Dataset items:
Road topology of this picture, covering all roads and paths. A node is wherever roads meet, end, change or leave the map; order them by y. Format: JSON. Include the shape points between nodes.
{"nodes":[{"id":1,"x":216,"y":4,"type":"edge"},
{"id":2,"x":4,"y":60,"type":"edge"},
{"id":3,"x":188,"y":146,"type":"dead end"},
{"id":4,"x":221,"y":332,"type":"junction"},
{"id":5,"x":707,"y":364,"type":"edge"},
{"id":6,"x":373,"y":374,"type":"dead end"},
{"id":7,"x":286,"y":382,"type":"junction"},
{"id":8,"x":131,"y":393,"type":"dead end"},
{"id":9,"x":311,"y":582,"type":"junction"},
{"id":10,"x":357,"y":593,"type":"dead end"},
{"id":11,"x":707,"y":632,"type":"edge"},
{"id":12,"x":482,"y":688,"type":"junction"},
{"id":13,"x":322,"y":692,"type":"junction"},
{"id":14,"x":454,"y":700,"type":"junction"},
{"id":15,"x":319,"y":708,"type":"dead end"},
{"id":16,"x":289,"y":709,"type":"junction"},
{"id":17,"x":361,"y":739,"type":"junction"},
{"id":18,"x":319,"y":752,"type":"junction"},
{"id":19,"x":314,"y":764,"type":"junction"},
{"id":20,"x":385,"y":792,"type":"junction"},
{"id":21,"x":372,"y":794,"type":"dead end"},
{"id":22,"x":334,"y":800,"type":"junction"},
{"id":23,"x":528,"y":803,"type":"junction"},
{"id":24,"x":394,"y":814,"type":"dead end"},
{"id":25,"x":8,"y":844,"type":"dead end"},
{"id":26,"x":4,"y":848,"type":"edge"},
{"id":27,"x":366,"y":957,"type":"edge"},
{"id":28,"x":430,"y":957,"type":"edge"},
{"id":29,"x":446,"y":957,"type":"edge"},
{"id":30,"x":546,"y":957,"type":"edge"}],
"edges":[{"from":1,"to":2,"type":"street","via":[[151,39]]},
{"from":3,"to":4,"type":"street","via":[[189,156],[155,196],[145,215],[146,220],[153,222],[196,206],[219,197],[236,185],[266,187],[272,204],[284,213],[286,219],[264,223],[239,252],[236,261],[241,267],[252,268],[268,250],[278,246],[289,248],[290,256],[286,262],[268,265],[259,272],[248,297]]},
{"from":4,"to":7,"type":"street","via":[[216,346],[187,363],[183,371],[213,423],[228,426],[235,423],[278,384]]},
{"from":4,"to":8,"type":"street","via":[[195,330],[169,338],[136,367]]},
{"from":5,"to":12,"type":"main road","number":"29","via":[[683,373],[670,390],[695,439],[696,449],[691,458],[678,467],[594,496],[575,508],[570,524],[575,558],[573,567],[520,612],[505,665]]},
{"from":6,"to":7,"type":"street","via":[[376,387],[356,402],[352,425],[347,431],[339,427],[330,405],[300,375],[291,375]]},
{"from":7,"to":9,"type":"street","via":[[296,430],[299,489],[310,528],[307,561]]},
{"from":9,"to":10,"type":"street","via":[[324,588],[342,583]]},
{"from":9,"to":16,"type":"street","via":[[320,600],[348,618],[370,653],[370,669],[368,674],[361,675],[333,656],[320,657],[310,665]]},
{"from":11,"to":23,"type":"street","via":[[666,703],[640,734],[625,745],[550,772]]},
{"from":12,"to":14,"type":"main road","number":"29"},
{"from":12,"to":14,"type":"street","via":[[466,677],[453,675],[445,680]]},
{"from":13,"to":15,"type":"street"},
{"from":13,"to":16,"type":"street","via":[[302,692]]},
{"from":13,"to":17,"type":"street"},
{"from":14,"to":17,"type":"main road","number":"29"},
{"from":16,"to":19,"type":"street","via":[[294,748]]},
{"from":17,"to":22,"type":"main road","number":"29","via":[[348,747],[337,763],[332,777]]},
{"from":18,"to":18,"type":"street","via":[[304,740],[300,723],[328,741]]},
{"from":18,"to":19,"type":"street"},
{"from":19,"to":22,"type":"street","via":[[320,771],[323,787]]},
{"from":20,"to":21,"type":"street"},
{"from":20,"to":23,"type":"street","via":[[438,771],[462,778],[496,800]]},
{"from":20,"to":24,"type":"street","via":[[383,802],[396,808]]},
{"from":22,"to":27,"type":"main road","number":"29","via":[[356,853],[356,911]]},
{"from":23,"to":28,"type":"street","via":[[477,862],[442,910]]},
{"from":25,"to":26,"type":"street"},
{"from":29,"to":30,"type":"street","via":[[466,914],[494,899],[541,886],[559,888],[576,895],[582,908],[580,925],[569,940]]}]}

Assignment:
Print out the records exactly as they were entered.

Exercise result:
Road topology of this picture, covering all roads and paths. A node is wherever roads meet, end, change or leave the map; order them by y. Format: JSON. Include the shape points between nodes.
{"nodes":[{"id":1,"x":216,"y":4,"type":"edge"},
{"id":2,"x":4,"y":60,"type":"edge"},
{"id":3,"x":188,"y":146,"type":"dead end"},
{"id":4,"x":221,"y":332,"type":"junction"},
{"id":5,"x":707,"y":364,"type":"edge"},
{"id":6,"x":373,"y":374,"type":"dead end"},
{"id":7,"x":286,"y":382,"type":"junction"},
{"id":8,"x":131,"y":393,"type":"dead end"},
{"id":9,"x":311,"y":582,"type":"junction"},
{"id":10,"x":357,"y":593,"type":"dead end"},
{"id":11,"x":707,"y":632,"type":"edge"},
{"id":12,"x":482,"y":688,"type":"junction"},
{"id":13,"x":322,"y":692,"type":"junction"},
{"id":14,"x":454,"y":700,"type":"junction"},
{"id":15,"x":319,"y":708,"type":"dead end"},
{"id":16,"x":289,"y":709,"type":"junction"},
{"id":17,"x":361,"y":739,"type":"junction"},
{"id":18,"x":319,"y":752,"type":"junction"},
{"id":19,"x":314,"y":764,"type":"junction"},
{"id":20,"x":385,"y":792,"type":"junction"},
{"id":21,"x":372,"y":794,"type":"dead end"},
{"id":22,"x":334,"y":800,"type":"junction"},
{"id":23,"x":528,"y":803,"type":"junction"},
{"id":24,"x":394,"y":814,"type":"dead end"},
{"id":25,"x":8,"y":844,"type":"dead end"},
{"id":26,"x":4,"y":848,"type":"edge"},
{"id":27,"x":366,"y":957,"type":"edge"},
{"id":28,"x":430,"y":957,"type":"edge"},
{"id":29,"x":446,"y":957,"type":"edge"},
{"id":30,"x":546,"y":957,"type":"edge"}],
"edges":[{"from":1,"to":2,"type":"street","via":[[151,39]]},
{"from":3,"to":4,"type":"street","via":[[189,156],[155,196],[145,215],[146,220],[153,222],[196,206],[219,197],[236,185],[266,187],[272,204],[284,213],[286,219],[264,223],[239,252],[236,261],[241,267],[252,268],[268,250],[278,246],[289,248],[290,256],[286,262],[268,265],[259,272],[248,297]]},
{"from":4,"to":7,"type":"street","via":[[216,346],[187,363],[183,371],[213,423],[228,426],[235,423],[278,384]]},
{"from":4,"to":8,"type":"street","via":[[195,330],[169,338],[136,367]]},
{"from":5,"to":12,"type":"main road","number":"29","via":[[683,373],[670,390],[695,439],[696,449],[691,458],[678,467],[594,496],[575,508],[570,524],[575,558],[573,567],[520,612],[505,665]]},
{"from":6,"to":7,"type":"street","via":[[376,387],[356,402],[352,425],[347,431],[339,427],[330,405],[300,375],[291,375]]},
{"from":7,"to":9,"type":"street","via":[[296,430],[299,489],[310,528],[307,561]]},
{"from":9,"to":10,"type":"street","via":[[324,588],[342,583]]},
{"from":9,"to":16,"type":"street","via":[[320,600],[348,618],[370,653],[370,669],[368,674],[361,675],[333,656],[320,657],[310,665]]},
{"from":11,"to":23,"type":"street","via":[[666,703],[640,734],[625,745],[550,772]]},
{"from":12,"to":14,"type":"main road","number":"29"},
{"from":12,"to":14,"type":"street","via":[[466,677],[453,675],[445,680]]},
{"from":13,"to":15,"type":"street"},
{"from":13,"to":16,"type":"street","via":[[302,692]]},
{"from":13,"to":17,"type":"street"},
{"from":14,"to":17,"type":"main road","number":"29"},
{"from":16,"to":19,"type":"street","via":[[294,748]]},
{"from":17,"to":22,"type":"main road","number":"29","via":[[348,747],[337,763],[332,777]]},
{"from":18,"to":18,"type":"street","via":[[304,740],[300,723],[328,741]]},
{"from":18,"to":19,"type":"street"},
{"from":19,"to":22,"type":"street","via":[[320,771],[323,787]]},
{"from":20,"to":21,"type":"street"},
{"from":20,"to":23,"type":"street","via":[[438,771],[462,778],[496,800]]},
{"from":20,"to":24,"type":"street","via":[[383,802],[396,808]]},
{"from":22,"to":27,"type":"main road","number":"29","via":[[356,853],[356,911]]},
{"from":23,"to":28,"type":"street","via":[[477,862],[442,910]]},
{"from":25,"to":26,"type":"street"},
{"from":29,"to":30,"type":"street","via":[[466,914],[494,899],[541,886],[559,888],[576,895],[582,908],[580,925],[569,940]]}]}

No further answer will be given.